Going through the entries below, copy out each line that contains "with".
═════ Record set ═════
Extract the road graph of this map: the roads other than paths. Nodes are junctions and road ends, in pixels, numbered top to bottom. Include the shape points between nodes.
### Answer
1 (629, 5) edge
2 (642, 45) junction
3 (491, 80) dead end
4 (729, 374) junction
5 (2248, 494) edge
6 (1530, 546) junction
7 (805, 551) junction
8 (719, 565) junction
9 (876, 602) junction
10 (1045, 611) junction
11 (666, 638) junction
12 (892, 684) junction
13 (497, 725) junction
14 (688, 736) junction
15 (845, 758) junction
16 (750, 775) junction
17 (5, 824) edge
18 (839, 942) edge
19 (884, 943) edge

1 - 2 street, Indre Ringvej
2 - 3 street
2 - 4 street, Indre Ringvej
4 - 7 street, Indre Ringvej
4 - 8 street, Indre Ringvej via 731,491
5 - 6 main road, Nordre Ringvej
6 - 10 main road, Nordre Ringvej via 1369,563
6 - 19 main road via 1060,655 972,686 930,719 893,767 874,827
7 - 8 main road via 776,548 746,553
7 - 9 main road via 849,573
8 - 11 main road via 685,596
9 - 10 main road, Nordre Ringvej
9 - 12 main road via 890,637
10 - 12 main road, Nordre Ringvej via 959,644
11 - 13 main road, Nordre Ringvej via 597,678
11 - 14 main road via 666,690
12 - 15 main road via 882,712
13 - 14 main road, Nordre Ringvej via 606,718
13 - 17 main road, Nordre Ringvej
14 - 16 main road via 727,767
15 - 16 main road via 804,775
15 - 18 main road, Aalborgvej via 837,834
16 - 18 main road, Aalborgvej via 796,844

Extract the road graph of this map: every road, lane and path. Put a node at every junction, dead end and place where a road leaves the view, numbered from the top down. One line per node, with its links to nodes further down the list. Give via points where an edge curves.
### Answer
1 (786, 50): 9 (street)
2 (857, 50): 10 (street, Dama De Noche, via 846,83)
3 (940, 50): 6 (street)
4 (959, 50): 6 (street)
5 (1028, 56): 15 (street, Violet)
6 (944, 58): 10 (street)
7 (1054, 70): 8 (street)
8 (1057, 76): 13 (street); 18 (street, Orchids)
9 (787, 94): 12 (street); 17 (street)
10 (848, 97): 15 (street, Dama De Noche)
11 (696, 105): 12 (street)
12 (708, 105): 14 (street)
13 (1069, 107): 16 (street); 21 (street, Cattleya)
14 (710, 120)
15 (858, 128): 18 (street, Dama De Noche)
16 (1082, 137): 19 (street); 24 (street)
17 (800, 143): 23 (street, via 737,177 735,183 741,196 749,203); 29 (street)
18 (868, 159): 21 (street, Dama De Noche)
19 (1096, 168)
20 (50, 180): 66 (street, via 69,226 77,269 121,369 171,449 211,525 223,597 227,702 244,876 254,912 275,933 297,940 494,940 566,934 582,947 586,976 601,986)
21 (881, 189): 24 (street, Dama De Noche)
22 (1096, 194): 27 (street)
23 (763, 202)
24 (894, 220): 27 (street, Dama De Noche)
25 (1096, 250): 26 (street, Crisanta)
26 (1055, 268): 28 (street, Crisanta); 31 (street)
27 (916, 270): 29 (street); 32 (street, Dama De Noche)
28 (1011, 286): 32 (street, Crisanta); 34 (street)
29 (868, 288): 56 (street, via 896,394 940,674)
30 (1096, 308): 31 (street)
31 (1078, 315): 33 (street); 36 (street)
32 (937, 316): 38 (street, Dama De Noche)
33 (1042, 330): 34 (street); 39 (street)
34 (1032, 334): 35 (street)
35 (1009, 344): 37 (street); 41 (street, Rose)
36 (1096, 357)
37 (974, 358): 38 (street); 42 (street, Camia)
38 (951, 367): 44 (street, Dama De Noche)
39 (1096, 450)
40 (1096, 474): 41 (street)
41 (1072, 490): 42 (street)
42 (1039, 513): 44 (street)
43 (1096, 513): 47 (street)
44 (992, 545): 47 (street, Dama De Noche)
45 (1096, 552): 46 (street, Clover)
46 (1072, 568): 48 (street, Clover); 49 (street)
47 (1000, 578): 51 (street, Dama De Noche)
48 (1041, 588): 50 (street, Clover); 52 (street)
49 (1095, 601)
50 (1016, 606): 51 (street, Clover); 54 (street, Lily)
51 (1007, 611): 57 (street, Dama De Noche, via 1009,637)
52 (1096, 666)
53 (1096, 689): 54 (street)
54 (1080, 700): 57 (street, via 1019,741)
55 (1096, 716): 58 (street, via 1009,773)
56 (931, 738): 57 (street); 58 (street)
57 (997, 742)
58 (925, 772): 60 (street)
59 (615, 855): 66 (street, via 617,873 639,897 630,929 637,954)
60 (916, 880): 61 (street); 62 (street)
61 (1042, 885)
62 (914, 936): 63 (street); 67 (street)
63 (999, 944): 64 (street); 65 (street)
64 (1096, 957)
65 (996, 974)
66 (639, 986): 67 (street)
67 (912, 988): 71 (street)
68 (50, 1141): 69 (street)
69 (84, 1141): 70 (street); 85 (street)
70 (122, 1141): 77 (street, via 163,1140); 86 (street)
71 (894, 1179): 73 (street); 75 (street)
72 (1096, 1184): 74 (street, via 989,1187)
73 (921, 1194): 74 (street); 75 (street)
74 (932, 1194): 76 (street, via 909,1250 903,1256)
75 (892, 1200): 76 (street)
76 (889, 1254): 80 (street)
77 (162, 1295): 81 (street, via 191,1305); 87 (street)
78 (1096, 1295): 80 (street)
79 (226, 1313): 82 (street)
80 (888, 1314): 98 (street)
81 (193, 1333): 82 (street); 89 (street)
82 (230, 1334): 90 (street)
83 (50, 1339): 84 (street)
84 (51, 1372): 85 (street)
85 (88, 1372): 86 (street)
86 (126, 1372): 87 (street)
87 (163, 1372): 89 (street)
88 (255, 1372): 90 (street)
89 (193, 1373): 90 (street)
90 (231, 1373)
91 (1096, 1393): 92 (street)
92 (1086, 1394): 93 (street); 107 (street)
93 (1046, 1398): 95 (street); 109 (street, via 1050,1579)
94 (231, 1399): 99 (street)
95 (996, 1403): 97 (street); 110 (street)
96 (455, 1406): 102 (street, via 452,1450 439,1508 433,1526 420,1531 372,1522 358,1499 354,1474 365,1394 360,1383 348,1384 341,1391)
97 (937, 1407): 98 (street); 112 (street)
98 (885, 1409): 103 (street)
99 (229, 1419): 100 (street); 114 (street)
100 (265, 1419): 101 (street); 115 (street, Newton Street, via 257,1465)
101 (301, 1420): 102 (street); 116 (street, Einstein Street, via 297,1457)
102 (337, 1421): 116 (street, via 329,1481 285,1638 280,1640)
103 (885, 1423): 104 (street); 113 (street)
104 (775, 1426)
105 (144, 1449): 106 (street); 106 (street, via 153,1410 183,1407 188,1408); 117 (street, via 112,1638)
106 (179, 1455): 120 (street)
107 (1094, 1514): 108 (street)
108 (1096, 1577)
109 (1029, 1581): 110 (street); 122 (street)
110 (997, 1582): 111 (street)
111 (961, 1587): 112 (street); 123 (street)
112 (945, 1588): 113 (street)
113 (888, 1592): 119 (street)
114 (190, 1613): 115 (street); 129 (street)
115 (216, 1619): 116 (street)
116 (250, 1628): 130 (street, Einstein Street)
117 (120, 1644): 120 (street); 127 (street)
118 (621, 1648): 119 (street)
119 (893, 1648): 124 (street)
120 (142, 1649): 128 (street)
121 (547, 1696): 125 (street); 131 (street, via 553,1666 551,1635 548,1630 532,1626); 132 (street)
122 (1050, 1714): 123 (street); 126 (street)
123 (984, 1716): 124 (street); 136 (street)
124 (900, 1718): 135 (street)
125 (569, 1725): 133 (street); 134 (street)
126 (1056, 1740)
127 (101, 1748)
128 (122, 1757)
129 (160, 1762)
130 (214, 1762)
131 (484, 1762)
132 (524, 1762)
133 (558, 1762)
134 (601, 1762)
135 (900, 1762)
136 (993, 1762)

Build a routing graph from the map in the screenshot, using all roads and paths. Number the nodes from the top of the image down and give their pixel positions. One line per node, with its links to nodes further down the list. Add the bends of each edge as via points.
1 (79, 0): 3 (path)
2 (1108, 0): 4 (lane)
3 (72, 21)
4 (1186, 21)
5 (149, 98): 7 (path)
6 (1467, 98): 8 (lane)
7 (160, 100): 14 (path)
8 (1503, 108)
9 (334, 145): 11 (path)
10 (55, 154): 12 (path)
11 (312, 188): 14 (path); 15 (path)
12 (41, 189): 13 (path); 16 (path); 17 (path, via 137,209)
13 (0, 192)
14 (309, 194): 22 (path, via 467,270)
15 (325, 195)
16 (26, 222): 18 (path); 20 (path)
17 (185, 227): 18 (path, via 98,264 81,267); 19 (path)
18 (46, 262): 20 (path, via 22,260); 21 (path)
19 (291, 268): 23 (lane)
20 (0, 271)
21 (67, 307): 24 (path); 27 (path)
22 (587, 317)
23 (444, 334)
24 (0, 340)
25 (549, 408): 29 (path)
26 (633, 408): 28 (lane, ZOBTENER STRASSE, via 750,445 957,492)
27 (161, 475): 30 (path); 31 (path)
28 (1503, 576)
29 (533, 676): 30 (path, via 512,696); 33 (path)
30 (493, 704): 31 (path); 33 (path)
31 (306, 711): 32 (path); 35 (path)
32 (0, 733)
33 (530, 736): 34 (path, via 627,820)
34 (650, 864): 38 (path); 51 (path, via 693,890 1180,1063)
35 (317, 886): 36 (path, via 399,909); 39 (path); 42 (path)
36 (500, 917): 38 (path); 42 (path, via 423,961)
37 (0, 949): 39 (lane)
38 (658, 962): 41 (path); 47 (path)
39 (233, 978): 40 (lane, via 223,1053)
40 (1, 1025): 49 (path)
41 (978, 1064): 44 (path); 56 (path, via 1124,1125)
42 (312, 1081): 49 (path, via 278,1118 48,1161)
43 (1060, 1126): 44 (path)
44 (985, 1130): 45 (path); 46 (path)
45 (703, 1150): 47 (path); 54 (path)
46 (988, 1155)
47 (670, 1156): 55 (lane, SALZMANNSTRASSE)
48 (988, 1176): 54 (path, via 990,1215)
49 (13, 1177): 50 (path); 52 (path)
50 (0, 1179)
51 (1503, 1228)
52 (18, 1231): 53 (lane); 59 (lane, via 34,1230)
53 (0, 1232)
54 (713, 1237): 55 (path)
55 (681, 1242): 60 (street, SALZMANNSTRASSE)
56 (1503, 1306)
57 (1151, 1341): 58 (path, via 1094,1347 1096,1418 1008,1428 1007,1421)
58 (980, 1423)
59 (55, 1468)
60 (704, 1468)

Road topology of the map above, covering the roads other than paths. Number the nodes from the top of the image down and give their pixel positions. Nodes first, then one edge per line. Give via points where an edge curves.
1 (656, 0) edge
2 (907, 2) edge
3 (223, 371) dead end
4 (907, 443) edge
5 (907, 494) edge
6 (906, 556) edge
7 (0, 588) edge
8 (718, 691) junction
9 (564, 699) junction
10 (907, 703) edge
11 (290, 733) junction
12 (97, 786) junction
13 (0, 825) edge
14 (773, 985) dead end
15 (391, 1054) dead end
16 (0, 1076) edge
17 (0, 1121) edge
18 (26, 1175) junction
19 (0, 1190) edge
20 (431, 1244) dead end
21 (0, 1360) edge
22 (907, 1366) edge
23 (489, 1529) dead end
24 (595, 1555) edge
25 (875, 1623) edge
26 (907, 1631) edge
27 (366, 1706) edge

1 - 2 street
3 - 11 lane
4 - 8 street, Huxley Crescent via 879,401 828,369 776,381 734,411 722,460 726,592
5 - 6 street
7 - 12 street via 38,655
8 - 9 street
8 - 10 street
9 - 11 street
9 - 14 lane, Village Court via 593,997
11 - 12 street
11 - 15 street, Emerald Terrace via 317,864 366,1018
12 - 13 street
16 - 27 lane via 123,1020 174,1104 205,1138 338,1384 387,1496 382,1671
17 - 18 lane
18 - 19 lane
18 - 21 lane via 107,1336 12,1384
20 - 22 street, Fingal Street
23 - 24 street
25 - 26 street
═════
## Reply
Extract the road graph of this map: every road, lane and path. Put a node at every junction, dead end and place where a road leaves the view, numbered from the top down. One line per node, with its links to nodes further down the list. Give via points where an edge curves.
Build a routing graph from the map in the screenshot, using all roads and paths. Number the nodes from the top of the image down and give their pixel positions. One line per node, with its links to nodes further down the list. Add the bends of each edge as via points.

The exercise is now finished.